→ EXCERPTED RECORDS
________________________

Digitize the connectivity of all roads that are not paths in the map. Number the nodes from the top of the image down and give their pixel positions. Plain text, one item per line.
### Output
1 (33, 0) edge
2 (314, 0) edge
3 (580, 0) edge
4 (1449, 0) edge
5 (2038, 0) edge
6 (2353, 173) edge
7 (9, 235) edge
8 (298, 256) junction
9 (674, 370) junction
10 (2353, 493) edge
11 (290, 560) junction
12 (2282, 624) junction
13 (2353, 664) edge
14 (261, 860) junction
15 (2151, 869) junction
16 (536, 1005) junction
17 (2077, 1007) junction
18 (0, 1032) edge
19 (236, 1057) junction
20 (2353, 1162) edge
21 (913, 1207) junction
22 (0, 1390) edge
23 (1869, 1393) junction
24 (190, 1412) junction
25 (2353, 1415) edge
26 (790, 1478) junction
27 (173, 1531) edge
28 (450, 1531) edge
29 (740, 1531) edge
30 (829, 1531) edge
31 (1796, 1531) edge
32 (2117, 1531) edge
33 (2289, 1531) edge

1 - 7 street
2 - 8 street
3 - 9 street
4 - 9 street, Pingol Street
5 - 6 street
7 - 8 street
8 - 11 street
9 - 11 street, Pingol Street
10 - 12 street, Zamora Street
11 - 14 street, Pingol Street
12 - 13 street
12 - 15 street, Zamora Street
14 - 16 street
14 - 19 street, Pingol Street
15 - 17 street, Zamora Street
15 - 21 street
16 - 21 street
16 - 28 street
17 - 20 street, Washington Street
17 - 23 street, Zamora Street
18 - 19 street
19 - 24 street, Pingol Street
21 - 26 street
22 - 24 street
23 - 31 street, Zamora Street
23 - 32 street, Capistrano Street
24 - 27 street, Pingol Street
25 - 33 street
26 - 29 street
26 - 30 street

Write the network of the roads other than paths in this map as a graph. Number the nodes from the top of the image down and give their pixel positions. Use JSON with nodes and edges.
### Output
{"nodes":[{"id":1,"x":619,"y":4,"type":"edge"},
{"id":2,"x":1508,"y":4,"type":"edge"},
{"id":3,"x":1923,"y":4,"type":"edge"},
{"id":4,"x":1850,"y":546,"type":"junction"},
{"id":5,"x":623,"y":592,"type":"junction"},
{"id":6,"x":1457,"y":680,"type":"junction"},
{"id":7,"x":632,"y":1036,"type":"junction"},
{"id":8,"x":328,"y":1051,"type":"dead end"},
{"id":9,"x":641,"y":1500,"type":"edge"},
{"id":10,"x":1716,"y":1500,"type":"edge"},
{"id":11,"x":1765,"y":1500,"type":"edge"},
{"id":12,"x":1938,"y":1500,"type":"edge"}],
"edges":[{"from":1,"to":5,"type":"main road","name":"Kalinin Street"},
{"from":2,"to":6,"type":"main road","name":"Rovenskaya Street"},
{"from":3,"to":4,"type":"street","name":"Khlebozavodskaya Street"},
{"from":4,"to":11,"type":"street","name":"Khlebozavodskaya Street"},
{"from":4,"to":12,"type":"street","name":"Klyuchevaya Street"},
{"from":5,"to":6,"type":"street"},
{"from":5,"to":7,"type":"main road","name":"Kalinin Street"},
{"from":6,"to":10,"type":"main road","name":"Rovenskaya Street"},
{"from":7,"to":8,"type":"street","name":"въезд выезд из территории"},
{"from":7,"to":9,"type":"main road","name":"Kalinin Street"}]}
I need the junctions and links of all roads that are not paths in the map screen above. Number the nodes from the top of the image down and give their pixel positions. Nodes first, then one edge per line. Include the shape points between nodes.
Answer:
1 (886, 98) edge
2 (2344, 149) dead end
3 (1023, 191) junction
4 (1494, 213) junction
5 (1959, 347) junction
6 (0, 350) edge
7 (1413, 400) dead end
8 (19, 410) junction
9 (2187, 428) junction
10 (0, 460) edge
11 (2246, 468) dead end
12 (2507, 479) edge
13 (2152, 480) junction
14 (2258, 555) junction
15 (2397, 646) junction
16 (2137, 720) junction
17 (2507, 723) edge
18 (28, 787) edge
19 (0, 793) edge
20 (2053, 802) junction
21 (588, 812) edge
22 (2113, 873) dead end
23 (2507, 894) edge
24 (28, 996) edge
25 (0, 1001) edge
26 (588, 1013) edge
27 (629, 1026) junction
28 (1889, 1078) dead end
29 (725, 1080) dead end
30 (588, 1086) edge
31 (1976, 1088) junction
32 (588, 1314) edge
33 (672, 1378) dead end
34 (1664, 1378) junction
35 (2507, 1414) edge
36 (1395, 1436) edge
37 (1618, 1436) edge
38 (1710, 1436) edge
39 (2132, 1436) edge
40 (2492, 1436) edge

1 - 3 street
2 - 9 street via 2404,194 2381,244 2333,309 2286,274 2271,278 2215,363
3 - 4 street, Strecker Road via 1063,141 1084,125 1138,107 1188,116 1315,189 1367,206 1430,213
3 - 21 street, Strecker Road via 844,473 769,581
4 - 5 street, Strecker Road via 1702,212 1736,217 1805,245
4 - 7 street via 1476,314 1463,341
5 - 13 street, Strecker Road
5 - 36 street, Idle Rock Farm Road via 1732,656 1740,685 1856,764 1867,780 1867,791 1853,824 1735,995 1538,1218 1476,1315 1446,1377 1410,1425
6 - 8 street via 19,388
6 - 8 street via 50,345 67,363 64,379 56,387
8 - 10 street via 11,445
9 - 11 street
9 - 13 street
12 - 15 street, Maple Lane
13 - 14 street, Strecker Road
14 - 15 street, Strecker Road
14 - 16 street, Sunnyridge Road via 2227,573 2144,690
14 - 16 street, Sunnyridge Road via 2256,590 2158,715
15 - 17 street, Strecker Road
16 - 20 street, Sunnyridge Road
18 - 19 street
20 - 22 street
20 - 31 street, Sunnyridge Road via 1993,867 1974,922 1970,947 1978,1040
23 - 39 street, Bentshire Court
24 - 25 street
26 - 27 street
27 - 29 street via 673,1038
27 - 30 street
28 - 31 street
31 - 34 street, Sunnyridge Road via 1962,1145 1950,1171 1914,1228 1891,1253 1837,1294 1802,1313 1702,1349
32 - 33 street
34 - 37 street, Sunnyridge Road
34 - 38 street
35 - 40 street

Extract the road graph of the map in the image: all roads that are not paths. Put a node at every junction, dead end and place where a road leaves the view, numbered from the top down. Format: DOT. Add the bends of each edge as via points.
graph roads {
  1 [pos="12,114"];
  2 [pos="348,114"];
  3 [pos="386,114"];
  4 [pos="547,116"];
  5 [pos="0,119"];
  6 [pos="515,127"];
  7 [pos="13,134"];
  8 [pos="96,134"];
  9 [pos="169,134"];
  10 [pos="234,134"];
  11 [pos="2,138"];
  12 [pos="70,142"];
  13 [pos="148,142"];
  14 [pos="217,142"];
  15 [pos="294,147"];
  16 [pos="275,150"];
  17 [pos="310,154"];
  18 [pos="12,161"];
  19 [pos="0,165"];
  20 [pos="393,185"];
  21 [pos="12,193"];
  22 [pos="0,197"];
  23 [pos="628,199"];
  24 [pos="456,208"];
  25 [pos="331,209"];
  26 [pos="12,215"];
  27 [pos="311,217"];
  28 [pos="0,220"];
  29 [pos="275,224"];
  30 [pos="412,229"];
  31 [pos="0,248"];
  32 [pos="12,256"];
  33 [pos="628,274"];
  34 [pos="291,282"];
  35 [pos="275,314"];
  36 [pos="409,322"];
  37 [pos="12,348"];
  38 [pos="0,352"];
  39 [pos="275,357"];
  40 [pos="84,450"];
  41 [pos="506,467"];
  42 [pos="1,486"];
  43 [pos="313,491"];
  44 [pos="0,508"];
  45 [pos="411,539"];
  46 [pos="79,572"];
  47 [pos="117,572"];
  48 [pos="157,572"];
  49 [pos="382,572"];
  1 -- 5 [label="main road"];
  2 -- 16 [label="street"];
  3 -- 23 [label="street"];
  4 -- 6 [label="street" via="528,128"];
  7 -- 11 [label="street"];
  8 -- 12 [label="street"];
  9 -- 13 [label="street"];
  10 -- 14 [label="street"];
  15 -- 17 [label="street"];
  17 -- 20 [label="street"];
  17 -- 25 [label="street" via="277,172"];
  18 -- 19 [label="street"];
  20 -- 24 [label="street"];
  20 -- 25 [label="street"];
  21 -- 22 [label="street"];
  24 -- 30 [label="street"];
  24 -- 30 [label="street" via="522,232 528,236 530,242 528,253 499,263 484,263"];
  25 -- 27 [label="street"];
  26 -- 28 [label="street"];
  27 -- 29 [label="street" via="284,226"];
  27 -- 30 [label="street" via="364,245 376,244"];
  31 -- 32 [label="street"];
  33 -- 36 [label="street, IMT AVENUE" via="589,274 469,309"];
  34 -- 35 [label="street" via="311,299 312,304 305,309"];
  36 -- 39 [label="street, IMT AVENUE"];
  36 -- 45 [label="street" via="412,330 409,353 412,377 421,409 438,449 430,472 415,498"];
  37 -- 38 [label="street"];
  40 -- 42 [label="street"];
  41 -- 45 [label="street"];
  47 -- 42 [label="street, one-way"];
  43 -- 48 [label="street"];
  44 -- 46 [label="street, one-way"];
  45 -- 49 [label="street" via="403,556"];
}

________________________

→ TASK BRIEF
Gather all lines from the records above in which "AVENUE" appears.

→ ANSWER FOR THIS EXERCISE
  33 -- 36 [label="street, IMT AVENUE" via="589,274 469,309"];
  36 -- 39 [label="street, IMT AVENUE"];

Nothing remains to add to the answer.